You all use examples of the work of the Joule-Lenz law in everyday life - first of all, these are all kinds of heating devices. As a rule, they use nichrome wire and thickness ( transverse section) and the length of the conductor are selected taking into account that prolonged thermal exposure does not lead to rapid destruction of the wire. In exactly the same way, a tungsten filament glows in an incandescent lamp. According to the same law, the degree of possible heating of almost any electrical and electronic device is determined.

In general, despite its apparent simplicity, the Joule-Lenz law plays a very important role in our lives. This law gave a great impetus to theoretical calculations: heat generation by currents, calculation of the specific temperature of the arc, conductor and any other electrically conductive material, losses electrical power in thermal equivalent, etc.

You may ask how to convert Joules to Watts and that's pretty frequently asked question in the Internet. Although the question is somewhat wrong, reading on, you will understand why. The answer is quite simple: 1 J = 0.000278 Watt*hour, while 1 Watt*hour = 3600 Joules. Let me remind you that the consumed instantaneous power is measured in Watts, that is, the directly used circuit while the circuit is on.

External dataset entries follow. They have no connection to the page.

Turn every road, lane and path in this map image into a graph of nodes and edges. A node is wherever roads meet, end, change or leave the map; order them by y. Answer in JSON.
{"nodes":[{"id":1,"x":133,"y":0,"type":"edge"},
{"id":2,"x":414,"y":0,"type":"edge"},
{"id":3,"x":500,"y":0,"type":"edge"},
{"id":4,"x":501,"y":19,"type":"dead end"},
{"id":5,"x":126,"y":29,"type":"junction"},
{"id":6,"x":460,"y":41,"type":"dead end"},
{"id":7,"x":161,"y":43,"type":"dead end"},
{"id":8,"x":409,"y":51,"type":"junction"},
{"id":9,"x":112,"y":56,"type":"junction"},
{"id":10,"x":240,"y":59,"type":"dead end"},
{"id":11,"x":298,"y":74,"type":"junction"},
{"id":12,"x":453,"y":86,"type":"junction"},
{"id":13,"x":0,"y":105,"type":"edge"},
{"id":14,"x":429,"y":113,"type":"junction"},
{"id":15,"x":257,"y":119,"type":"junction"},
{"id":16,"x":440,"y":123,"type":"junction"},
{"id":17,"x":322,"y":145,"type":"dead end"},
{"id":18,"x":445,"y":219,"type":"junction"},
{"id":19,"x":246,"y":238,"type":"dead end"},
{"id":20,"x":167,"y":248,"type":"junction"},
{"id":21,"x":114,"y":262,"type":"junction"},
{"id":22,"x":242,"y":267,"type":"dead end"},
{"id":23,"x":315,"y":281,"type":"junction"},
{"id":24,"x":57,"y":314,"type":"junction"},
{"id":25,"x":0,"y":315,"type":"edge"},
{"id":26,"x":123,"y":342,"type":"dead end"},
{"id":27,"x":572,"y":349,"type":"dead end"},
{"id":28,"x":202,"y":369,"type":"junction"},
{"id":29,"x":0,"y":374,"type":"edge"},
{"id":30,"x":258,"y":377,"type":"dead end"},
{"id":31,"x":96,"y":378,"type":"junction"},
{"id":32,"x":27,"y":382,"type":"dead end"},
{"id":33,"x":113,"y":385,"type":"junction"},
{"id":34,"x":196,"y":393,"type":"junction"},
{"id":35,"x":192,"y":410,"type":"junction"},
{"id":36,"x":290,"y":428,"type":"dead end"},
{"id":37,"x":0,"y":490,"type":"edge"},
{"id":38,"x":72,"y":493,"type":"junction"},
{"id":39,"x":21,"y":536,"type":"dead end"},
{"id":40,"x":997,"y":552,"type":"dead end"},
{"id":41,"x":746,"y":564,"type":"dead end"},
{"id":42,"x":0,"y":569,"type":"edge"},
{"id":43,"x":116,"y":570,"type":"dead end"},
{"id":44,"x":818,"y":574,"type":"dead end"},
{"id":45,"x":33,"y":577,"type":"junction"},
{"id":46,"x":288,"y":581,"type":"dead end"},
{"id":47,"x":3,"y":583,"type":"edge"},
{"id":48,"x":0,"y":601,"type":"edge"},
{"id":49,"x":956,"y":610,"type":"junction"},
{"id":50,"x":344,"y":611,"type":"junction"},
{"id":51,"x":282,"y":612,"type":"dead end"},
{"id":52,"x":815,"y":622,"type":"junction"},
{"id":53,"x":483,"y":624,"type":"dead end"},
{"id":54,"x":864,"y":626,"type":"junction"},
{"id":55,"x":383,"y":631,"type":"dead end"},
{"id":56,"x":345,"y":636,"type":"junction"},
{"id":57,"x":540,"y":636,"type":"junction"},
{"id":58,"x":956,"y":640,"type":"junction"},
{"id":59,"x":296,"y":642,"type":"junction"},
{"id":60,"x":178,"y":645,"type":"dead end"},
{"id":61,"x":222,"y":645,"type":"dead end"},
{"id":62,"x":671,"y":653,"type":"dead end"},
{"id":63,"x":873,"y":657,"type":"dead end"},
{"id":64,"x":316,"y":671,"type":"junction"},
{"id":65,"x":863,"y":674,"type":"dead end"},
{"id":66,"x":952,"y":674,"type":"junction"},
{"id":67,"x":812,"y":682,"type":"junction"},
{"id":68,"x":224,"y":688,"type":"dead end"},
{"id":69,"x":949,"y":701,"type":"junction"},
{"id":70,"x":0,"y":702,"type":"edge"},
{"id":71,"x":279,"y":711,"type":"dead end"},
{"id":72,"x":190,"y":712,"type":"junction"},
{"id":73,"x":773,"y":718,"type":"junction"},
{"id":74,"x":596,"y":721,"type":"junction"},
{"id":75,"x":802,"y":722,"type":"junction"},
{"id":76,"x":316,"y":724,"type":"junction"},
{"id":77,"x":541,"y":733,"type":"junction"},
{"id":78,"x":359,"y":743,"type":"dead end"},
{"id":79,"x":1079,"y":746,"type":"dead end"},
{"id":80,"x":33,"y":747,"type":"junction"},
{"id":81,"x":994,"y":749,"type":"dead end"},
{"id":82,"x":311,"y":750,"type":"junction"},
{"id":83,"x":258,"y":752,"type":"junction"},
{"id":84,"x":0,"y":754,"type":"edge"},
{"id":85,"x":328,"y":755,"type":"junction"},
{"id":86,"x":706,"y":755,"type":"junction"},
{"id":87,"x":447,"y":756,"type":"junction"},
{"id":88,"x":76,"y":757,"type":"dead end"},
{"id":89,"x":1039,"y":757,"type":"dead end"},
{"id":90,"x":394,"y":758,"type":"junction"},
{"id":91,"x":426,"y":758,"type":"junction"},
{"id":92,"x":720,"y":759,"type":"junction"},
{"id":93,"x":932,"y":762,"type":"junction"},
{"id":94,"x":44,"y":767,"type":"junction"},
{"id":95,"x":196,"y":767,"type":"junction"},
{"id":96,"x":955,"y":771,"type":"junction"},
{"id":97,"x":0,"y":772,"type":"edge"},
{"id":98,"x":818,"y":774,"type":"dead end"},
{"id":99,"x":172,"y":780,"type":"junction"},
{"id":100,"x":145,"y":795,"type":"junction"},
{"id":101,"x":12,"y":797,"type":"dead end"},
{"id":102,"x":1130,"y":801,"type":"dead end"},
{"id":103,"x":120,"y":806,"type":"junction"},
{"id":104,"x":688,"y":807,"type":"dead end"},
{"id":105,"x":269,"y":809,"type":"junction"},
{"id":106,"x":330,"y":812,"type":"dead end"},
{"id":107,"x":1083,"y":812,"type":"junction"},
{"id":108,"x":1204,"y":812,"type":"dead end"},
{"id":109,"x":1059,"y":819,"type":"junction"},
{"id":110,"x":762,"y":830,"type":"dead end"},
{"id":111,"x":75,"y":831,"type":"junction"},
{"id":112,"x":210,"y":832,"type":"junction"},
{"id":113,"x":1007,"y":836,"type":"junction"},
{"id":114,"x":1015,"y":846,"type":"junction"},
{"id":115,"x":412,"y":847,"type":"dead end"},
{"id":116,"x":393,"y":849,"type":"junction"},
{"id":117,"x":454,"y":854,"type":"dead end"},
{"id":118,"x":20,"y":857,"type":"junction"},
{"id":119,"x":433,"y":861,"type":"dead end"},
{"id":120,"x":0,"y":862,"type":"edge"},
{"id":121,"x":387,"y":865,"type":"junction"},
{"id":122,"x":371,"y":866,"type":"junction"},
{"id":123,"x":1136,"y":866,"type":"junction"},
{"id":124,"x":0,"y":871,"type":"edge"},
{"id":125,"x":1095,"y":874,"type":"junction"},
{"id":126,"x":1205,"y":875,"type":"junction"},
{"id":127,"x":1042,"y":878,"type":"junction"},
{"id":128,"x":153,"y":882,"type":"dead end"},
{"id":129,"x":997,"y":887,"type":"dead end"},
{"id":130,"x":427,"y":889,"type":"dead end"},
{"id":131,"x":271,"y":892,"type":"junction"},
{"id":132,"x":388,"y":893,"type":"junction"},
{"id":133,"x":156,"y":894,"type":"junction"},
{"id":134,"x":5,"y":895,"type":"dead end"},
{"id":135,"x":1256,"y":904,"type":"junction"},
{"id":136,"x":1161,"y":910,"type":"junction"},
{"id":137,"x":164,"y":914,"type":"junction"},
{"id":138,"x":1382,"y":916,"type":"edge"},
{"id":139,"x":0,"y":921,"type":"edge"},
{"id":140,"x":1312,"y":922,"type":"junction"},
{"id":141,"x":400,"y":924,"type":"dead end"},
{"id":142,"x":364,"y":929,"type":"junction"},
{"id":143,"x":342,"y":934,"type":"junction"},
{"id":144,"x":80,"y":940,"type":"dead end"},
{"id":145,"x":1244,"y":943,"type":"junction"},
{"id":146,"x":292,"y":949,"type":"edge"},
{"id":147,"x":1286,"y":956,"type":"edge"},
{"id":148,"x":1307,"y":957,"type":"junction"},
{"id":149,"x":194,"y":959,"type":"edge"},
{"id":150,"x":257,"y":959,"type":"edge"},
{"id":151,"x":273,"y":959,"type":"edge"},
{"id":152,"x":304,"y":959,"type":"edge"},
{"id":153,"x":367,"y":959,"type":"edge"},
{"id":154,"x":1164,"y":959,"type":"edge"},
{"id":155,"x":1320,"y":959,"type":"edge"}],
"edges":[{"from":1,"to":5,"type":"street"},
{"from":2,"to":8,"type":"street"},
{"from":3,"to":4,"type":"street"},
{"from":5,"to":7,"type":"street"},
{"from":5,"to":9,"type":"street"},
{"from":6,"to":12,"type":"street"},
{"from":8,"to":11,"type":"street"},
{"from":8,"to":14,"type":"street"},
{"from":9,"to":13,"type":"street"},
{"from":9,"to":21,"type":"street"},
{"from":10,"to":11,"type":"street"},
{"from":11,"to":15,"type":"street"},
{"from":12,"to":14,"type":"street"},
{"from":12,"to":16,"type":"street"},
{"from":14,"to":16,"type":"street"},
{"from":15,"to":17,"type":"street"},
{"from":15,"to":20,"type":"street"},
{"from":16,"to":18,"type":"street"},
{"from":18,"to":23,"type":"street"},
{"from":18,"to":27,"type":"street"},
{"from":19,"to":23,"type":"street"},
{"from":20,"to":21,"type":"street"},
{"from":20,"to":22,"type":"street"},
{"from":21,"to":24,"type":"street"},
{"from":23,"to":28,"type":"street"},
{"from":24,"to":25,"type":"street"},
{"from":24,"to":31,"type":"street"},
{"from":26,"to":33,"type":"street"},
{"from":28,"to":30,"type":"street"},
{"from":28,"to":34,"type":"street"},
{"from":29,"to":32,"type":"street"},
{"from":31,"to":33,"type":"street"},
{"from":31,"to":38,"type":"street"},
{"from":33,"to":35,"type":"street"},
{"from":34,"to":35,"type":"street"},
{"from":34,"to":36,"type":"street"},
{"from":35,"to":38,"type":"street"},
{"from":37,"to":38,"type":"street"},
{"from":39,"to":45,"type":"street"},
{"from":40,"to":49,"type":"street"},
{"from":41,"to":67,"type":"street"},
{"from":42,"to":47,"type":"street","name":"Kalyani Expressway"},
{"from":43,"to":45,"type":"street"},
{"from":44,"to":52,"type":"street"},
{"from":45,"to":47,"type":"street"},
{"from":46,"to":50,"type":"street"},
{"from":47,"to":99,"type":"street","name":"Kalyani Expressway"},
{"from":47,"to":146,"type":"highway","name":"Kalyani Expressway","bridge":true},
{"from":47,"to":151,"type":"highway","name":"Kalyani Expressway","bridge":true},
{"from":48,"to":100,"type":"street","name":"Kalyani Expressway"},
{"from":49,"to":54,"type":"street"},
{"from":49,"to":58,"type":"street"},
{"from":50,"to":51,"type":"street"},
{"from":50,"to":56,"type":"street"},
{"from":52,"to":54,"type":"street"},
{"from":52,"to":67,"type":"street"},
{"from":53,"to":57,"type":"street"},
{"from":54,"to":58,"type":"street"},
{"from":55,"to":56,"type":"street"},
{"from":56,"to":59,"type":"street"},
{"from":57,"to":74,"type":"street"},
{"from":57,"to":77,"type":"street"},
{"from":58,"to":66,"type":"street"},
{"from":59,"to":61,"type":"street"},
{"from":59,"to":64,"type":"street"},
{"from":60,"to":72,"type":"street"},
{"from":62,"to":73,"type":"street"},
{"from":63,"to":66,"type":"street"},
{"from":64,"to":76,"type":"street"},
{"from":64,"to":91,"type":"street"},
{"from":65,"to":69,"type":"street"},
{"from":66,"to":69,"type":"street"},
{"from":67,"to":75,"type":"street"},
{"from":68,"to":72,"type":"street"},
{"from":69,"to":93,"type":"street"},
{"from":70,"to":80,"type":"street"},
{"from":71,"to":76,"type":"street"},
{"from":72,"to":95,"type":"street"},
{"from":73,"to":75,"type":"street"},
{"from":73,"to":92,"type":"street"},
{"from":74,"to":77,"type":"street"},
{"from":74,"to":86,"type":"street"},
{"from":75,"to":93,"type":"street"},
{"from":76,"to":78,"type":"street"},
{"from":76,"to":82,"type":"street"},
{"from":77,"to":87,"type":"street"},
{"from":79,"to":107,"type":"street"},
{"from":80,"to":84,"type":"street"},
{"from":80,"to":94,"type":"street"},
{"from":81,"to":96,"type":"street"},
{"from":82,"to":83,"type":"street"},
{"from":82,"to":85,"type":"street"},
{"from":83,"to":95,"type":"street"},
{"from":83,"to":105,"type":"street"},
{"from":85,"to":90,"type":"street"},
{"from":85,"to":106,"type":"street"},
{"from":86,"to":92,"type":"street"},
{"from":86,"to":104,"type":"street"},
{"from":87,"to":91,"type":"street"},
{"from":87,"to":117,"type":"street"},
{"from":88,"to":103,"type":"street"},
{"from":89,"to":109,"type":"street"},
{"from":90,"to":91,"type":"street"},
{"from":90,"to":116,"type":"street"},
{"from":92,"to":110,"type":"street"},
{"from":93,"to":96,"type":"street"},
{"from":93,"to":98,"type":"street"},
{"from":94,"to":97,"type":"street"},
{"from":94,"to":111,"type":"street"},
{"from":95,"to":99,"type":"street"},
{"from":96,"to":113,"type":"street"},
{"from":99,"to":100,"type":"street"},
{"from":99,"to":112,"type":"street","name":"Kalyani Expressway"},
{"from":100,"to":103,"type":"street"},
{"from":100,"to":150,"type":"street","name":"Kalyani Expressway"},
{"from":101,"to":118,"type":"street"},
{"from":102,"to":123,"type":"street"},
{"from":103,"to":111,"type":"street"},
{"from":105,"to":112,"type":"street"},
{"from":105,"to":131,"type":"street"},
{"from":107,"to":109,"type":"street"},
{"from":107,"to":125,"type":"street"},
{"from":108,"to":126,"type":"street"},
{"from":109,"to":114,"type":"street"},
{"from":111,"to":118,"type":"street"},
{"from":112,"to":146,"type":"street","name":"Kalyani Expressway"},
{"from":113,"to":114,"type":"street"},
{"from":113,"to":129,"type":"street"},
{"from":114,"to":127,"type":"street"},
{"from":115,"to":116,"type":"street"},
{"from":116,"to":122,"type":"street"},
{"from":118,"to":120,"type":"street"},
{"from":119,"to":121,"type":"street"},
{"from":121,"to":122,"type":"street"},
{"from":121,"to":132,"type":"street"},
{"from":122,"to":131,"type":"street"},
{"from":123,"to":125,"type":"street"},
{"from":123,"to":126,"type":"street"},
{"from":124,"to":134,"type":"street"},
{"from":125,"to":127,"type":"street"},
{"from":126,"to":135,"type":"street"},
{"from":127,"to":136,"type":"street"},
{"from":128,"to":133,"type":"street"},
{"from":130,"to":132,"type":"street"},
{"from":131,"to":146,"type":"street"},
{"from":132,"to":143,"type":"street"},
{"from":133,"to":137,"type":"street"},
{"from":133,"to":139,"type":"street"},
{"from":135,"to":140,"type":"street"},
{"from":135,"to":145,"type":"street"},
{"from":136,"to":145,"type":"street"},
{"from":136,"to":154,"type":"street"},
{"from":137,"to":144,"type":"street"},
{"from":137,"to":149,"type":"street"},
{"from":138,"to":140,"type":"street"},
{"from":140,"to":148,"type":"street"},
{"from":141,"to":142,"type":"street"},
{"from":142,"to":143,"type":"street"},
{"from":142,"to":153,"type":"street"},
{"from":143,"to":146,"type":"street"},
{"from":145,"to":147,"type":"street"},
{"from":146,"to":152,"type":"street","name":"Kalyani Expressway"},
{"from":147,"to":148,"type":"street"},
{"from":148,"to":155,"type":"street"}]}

And the Joule determines the work of an electric current, that is, the power of the current over a period of time. Remember, in Ohm's law, I gave an allegorical situation. Current is money, voltage is a store, resistance is a sense of proportion and money, power is the amount of products that you can carry (take away) on yourself at a time, but how far, how quickly and how many times you can take them away is work . That is, there is no way to compare work and power, but it can be expressed in units that are more understandable to us: Watts and hours.

I think that now it will not be difficult for you to apply the Joule-Lenz law in practice and theory, if necessary, and even convert Joules to Watts and vice versa. And thanks to the understanding that the Joule-Lenz law is the product of electrical power and time, you can more easily remember it, and even if you suddenly forgot the basic formula, then remembering just Ohm's law, you can again get the Joule-Lenz law. And I say goodbye to you on this.